(Dataset entries)
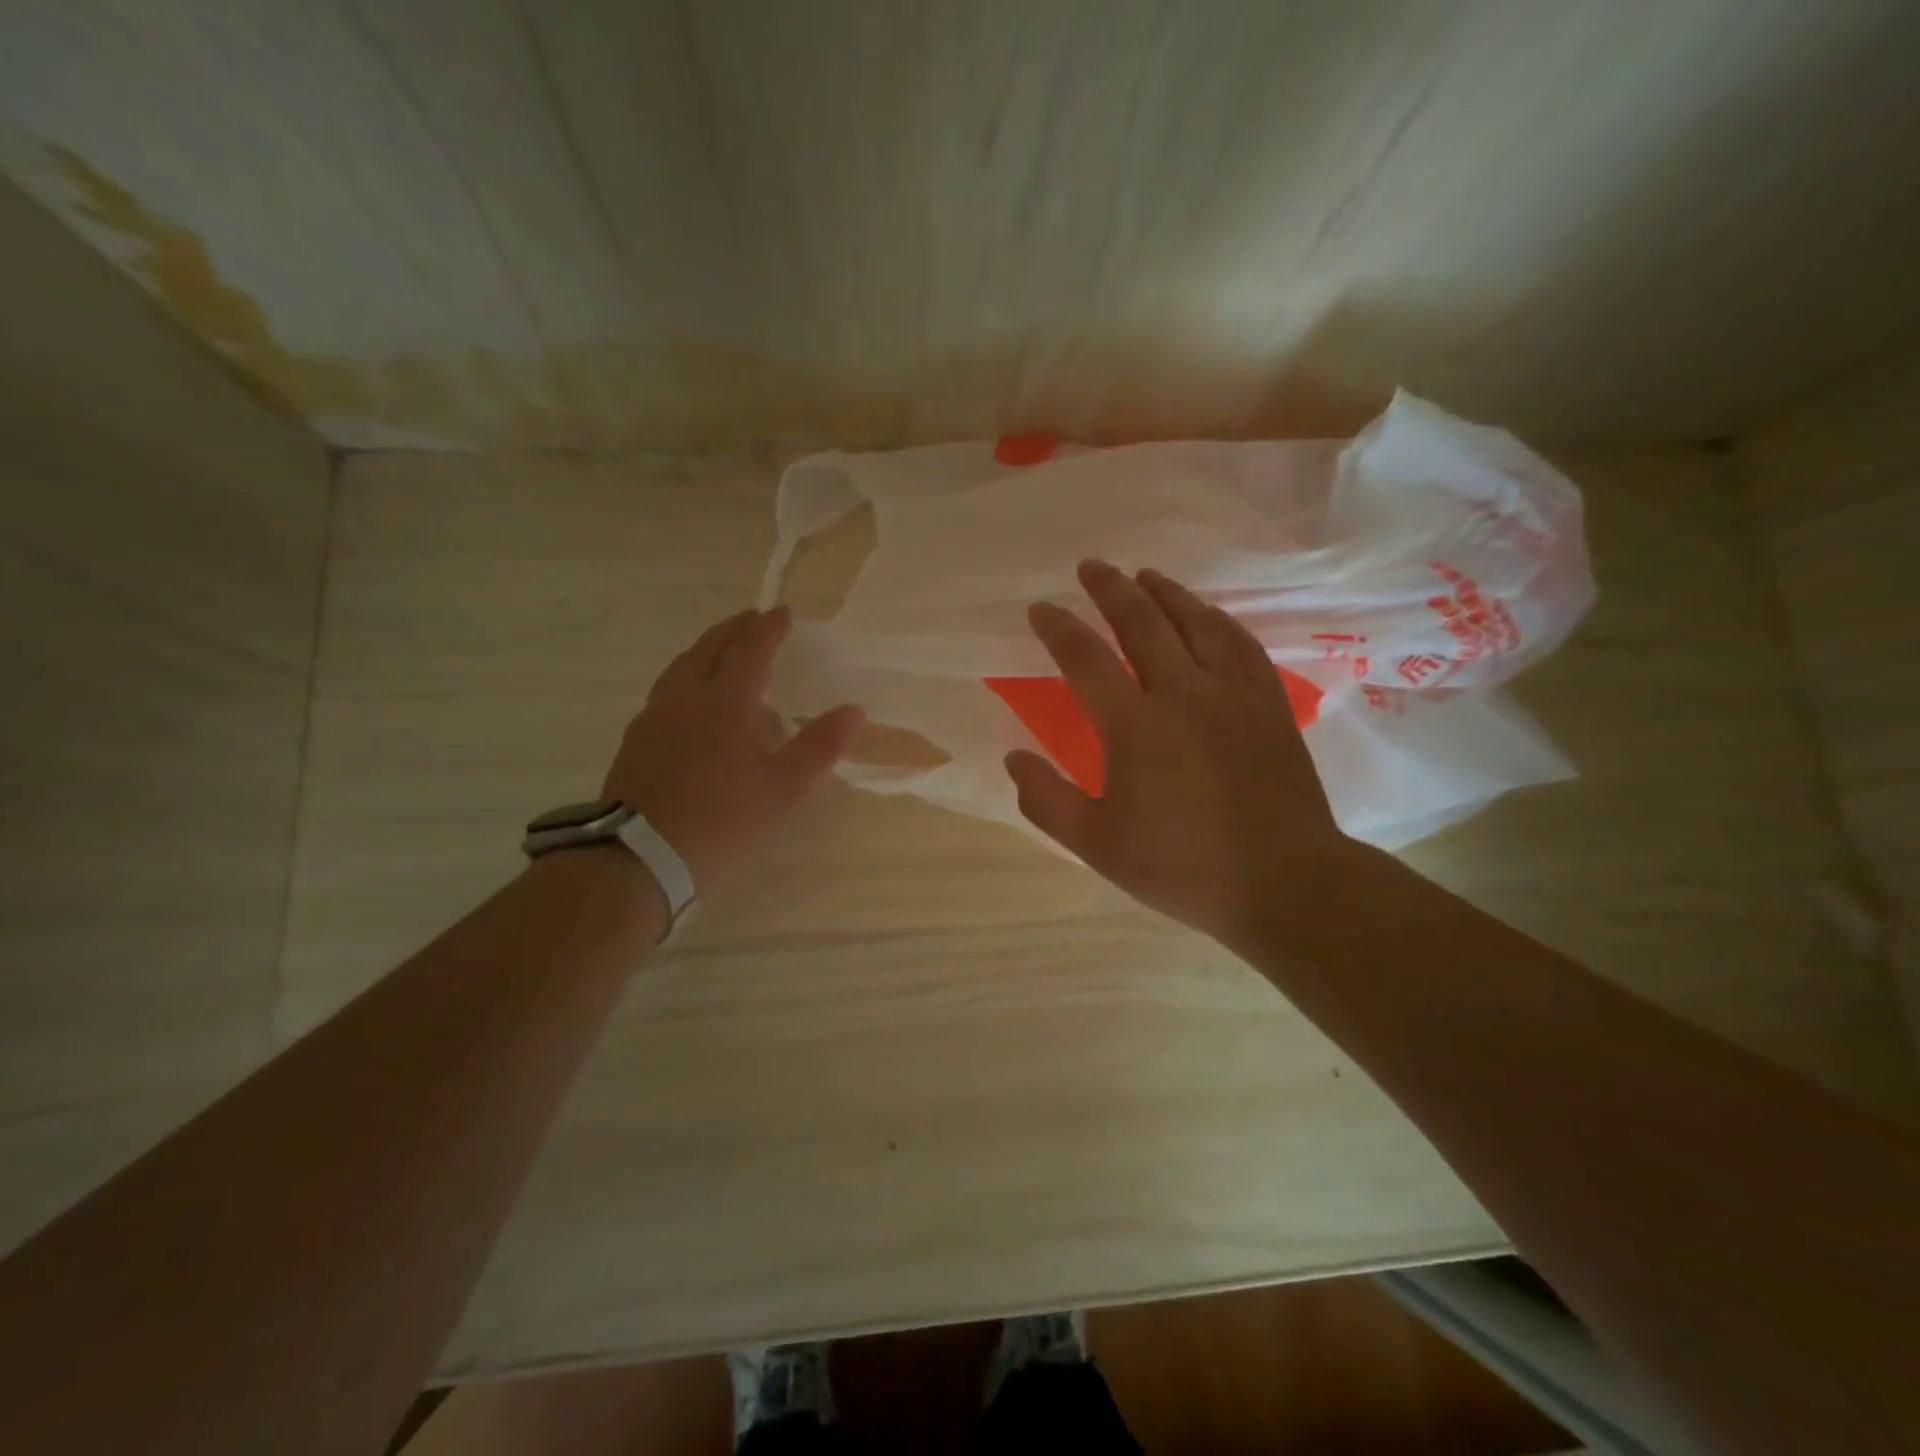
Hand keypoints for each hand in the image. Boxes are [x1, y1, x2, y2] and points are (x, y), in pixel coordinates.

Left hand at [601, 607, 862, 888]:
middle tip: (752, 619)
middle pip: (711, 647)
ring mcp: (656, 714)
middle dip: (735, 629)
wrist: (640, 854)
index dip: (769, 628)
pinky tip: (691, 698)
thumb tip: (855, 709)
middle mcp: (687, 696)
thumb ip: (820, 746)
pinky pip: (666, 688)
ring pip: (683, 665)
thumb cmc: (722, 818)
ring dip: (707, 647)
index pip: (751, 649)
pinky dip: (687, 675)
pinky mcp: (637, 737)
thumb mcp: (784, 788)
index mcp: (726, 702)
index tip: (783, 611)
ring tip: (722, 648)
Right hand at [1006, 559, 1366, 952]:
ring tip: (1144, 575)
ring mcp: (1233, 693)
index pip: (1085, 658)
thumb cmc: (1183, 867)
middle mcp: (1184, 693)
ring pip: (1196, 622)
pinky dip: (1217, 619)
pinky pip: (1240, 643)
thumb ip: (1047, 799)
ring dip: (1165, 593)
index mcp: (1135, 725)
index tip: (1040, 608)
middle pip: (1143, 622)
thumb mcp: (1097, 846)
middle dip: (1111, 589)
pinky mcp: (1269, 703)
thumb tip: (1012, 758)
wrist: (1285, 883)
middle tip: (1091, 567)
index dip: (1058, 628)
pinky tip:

## What to do
For this exercise, copy each line of the data above exactly, from the first through the line containing "index mcp: (726, 702)", and drop the pictures.

## Output below
Hand keypoints for each hand in the image. Boxes are [x1, y1, x2, y2] and points are (x, y), in pixel coordinates.

Left hand at [601, 607, 862, 888]:
middle tip: (752, 619)
middle pip: (711, 647)
ring mcp: (656, 714)
middle dip: (735, 629)
wrist: (640, 854)
index dip: (769, 628)
pinky tip: (691, 698)
thumb tip: (855, 709)
middle mcp: (687, 696)
thumb ip: (820, 746)
pinky pip: (666, 688)
ring pip: (683, 665)
thumb cmc: (722, 818)
ring dip: (707, 647)
index pip: (751, 649)
pinky dip: (687, 675)
pinky mcp: (637, 737)
thumb mcp: (784, 788)
index mcp: (726, 702)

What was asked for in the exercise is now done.